The priest begins to laugh now, a dirty, hysterical thing. “Wasted,” he says, the words ripping victoriously from his teeth.
“Your Luna is dead now, Alpha,” he says, “as is yours, and your pathetic little mutt with her,” he laughs, turning to Roger
now.
Roger loses it then, crouching to leap, but I grab him by the scruff before he can. Because, while the priest’s words make
me want to tear him to pieces as well, we still need more. We need to know about his master.
“And what will happen to you,” I say slowly as Roger winds himself back in. ” When you are dead. Who will mourn you?
This master to whom you’ve sold your life?”

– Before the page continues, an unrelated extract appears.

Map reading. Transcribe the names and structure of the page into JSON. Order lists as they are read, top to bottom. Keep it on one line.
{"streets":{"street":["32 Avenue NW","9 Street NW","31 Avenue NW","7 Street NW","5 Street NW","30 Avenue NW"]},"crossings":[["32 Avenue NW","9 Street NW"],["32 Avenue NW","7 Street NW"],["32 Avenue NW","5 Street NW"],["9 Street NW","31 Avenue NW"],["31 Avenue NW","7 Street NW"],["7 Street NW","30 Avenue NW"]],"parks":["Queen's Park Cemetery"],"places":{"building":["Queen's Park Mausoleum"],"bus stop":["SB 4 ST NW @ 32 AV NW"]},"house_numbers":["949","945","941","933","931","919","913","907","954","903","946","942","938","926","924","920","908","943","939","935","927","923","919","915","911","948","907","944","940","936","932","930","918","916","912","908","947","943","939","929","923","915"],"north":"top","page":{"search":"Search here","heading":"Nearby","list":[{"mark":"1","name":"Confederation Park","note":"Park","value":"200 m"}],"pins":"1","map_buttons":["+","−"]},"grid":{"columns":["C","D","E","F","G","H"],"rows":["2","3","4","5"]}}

“The Master is nothing anymore,” the Priest says, his back almost literally against a wall now, and realizing that he’s out of
space, he crouches and begins to prepare again, the fires that have never left his hands burning harder, hotter now. “The
Master is gone now = he has his boy, and so our service to him is done. If I die today, it is the will of the Dark God. And I,”
he says slowly now, his face lit from beneath by the light of his flames, “I will relish his gift of death.”
And then, with a scream that tears through the hall and makes all of us flinch, the priest unleashes his flames, burning
himself out and willing himself to take all of us with him.
Roger roars, leaping directly for the fire that threatens to consume us all – But I beat him to it, my wolf taking over my
body and surging in front of him in front of all my men brunt of the flame.